WHAT TO WORK ON:
Find the line containing "ring dip: (831, 887)" in the entries below. Restate it and each line after it, word for word, up to and including the line containing "ring tip: (1220, 868)".

Keypoint text descriptions:
%%
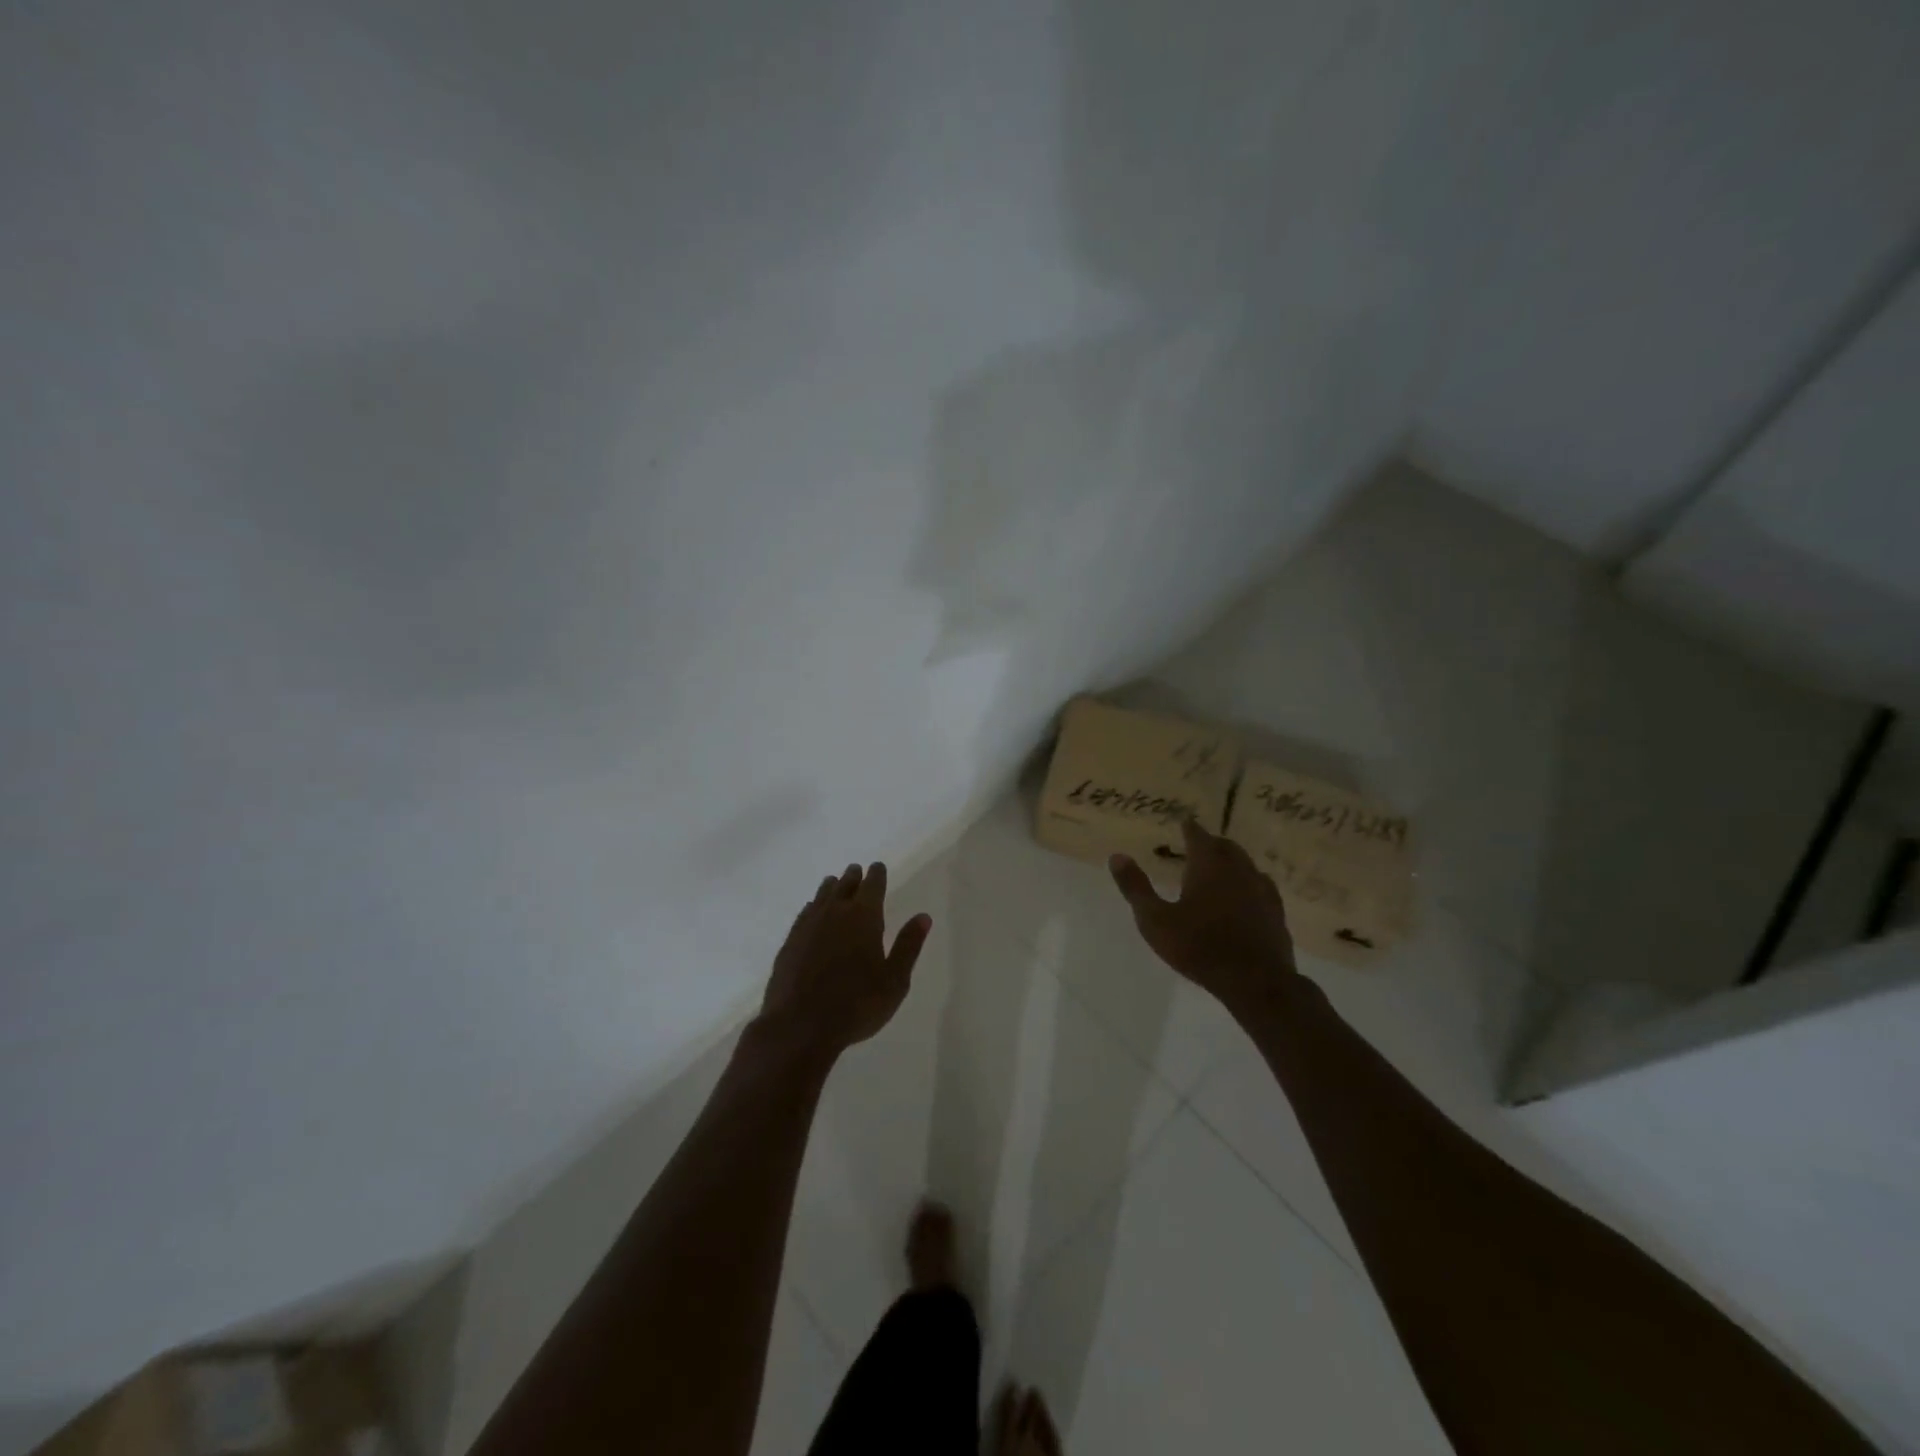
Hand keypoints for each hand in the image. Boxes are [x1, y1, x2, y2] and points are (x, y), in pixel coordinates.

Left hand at [756, 861, 931, 1060]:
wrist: (800, 1026)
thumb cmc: (856, 1004)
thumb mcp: (894, 980)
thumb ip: (908, 945)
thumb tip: (923, 917)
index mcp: (864, 917)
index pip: (872, 885)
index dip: (877, 875)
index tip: (878, 867)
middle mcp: (835, 913)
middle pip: (845, 885)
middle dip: (854, 877)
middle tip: (857, 870)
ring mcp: (808, 926)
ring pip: (822, 896)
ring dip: (831, 887)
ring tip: (835, 882)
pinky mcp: (790, 942)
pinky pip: (804, 914)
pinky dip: (813, 907)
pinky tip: (812, 911)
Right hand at [1109, 819, 1297, 1012]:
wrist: (1255, 981)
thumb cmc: (1198, 947)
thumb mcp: (1155, 920)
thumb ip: (1136, 887)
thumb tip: (1117, 856)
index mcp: (1208, 865)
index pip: (1198, 835)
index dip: (1189, 828)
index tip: (1184, 822)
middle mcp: (1238, 869)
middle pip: (1225, 846)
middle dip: (1211, 843)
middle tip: (1198, 846)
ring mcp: (1261, 890)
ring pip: (1246, 865)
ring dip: (1232, 862)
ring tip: (1220, 868)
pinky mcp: (1276, 912)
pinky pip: (1262, 887)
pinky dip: (1249, 884)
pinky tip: (1247, 895)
%%
TASK OUTPUT:
ring dip: (831, 887)
ring tip: (835, 882)
pinky mcp: (790, 942)
pinky pip: (804, 914)
pinky dip: (813, 907)
pinky tip: (812, 911)
Right hand at [1109, 819, 1297, 1012]:
wrist: (1255, 981)
thumb cmc: (1198, 947)
thumb mcp: (1155, 920)
thumb ip: (1136, 887)
thumb tip: (1117, 856)
index mcp: (1208, 865)
index pip: (1198, 835)
index dip: (1189, 828)
index tip: (1184, 822)
middle mcp: (1238, 869)
middle pip: (1225, 846)
middle dip: (1211, 843)
middle tip: (1198, 846)
ring mcp: (1261, 890)
ring pip: (1246, 865)
ring dip: (1232, 862)
ring tip: (1220, 868)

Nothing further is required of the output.